- **What you need to do**
What is the number of lines in the data holding the word "street"? Give that number by itself.

- **Data provided**
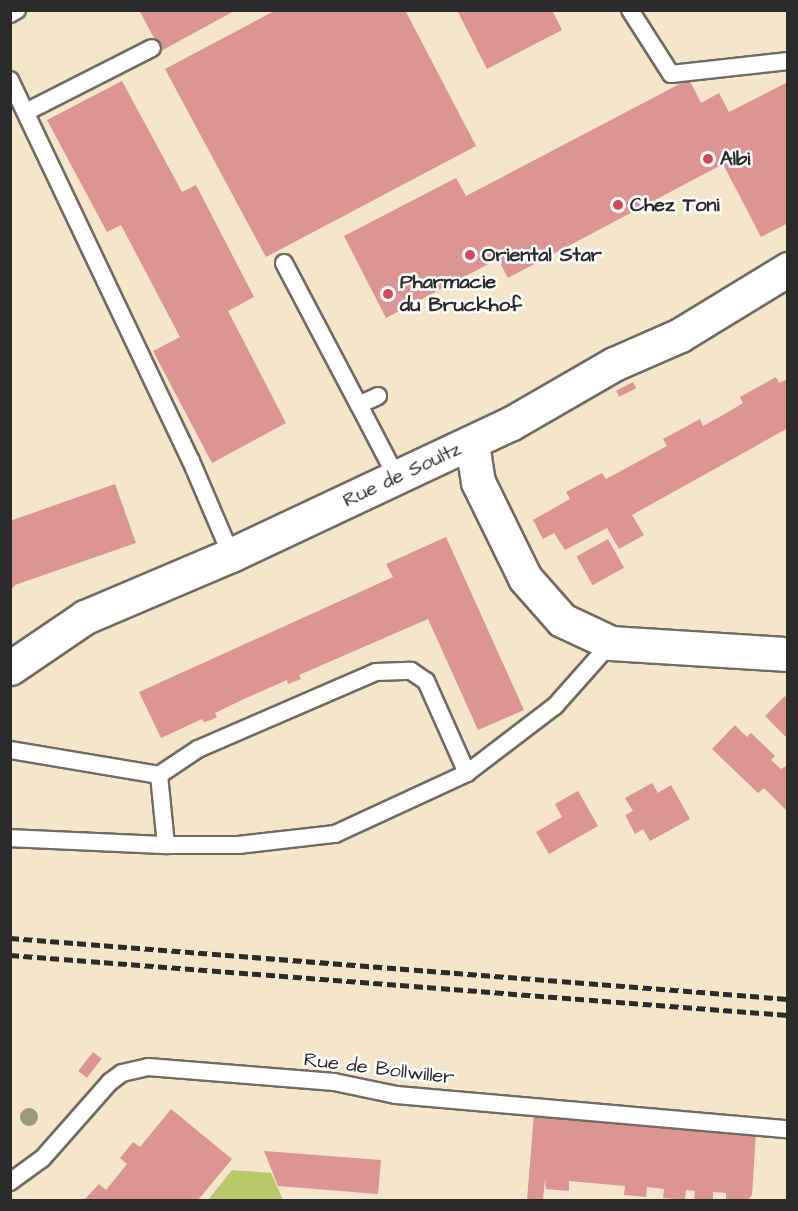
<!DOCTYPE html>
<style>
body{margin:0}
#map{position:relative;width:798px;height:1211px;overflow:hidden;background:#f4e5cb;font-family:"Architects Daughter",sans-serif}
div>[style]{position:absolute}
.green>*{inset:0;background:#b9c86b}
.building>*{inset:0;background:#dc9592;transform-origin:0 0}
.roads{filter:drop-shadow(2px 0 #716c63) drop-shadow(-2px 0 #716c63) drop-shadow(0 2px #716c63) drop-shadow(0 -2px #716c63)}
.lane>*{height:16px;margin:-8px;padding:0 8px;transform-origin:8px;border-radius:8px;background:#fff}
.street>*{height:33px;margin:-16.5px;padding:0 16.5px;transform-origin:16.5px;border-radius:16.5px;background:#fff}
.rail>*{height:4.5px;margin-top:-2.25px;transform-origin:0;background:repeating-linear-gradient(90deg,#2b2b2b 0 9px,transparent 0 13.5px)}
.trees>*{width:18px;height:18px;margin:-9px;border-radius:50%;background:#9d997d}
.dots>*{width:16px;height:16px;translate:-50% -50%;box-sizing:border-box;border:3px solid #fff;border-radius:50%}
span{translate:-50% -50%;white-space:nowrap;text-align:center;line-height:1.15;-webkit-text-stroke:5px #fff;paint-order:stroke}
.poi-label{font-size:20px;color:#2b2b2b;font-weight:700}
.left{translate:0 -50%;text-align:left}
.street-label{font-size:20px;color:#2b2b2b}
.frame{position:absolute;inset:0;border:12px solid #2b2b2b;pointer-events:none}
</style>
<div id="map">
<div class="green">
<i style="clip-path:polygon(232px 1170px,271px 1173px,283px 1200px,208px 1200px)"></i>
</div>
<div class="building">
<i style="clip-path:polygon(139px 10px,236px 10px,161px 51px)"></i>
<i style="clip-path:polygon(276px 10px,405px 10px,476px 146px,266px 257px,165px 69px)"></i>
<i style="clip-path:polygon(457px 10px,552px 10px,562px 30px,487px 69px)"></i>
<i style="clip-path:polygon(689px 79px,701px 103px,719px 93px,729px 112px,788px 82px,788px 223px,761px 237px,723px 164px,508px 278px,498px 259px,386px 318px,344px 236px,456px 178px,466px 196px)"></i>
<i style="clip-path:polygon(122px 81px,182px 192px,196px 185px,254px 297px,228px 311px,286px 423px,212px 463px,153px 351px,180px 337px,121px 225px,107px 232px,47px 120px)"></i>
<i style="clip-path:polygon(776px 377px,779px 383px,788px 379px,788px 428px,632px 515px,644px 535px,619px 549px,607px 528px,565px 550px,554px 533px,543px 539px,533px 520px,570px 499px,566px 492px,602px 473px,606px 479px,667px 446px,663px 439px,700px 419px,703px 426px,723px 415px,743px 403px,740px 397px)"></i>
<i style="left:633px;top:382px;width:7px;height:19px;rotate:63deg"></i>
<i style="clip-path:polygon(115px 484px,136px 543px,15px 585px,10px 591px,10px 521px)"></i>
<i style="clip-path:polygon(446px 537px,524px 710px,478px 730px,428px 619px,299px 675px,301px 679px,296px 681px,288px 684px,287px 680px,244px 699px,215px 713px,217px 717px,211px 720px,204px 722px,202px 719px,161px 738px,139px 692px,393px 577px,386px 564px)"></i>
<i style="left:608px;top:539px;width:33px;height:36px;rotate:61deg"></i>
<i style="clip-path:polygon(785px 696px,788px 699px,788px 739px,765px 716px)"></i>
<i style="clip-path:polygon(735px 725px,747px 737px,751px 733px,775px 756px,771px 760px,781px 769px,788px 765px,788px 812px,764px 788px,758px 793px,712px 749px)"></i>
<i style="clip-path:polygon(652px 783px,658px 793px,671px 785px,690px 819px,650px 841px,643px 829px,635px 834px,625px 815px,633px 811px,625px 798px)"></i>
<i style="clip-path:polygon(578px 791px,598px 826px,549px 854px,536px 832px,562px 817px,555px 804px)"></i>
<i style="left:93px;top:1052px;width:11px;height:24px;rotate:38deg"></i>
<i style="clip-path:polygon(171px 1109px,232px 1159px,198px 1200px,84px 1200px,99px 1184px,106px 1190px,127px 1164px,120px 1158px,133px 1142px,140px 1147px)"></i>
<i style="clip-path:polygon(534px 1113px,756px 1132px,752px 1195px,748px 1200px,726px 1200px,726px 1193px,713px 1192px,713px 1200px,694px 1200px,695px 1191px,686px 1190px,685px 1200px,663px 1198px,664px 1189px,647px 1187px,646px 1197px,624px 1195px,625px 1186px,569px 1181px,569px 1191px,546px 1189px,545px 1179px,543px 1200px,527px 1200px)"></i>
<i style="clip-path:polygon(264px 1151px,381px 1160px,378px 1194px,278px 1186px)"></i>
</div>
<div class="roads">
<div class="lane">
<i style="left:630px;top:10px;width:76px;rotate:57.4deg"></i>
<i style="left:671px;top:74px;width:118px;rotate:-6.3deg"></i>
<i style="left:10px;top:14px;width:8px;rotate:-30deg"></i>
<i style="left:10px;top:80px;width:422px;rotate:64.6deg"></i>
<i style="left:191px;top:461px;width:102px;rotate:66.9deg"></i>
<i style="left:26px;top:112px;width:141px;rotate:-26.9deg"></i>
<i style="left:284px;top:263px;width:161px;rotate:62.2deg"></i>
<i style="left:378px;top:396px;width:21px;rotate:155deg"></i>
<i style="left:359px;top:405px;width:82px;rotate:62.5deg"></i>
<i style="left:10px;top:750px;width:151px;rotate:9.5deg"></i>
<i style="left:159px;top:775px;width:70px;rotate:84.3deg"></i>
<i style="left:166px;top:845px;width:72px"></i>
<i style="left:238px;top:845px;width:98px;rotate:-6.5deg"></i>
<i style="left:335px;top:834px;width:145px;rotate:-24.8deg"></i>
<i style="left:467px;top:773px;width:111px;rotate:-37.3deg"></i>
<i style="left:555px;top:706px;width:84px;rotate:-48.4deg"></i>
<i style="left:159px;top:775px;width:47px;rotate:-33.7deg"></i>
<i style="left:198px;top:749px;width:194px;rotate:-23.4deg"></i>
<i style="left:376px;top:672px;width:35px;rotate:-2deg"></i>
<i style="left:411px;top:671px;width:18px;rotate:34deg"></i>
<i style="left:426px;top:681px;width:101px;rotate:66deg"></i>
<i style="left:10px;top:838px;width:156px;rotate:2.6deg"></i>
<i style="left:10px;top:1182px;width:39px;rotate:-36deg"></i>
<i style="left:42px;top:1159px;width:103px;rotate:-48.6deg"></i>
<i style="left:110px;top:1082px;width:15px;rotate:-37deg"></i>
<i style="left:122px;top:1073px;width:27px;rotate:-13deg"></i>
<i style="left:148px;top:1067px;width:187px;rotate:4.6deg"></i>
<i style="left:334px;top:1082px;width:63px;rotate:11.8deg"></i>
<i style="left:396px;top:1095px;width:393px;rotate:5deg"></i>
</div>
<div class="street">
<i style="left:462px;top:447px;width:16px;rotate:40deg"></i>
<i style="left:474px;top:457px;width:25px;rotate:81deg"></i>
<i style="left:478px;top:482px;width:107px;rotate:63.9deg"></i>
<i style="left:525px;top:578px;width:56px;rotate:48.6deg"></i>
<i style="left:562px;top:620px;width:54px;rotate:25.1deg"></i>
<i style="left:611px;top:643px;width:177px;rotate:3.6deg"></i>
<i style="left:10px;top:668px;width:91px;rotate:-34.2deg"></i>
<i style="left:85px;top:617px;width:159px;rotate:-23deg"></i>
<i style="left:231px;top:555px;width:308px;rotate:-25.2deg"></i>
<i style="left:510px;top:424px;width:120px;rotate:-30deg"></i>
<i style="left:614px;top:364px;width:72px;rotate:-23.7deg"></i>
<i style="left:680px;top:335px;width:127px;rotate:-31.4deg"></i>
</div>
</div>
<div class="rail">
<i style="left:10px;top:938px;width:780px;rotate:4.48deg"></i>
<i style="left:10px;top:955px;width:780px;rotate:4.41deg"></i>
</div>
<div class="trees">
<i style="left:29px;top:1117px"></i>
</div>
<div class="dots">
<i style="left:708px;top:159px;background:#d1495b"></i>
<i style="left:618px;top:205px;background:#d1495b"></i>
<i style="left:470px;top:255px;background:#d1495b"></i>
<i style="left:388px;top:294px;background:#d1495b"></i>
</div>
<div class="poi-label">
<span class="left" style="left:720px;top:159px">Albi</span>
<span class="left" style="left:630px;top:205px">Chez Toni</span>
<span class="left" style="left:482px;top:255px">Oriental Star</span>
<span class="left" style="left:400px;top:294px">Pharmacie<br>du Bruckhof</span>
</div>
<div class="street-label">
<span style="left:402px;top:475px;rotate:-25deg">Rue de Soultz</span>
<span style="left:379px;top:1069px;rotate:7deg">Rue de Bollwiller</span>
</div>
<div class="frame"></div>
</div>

- **Expected output**
4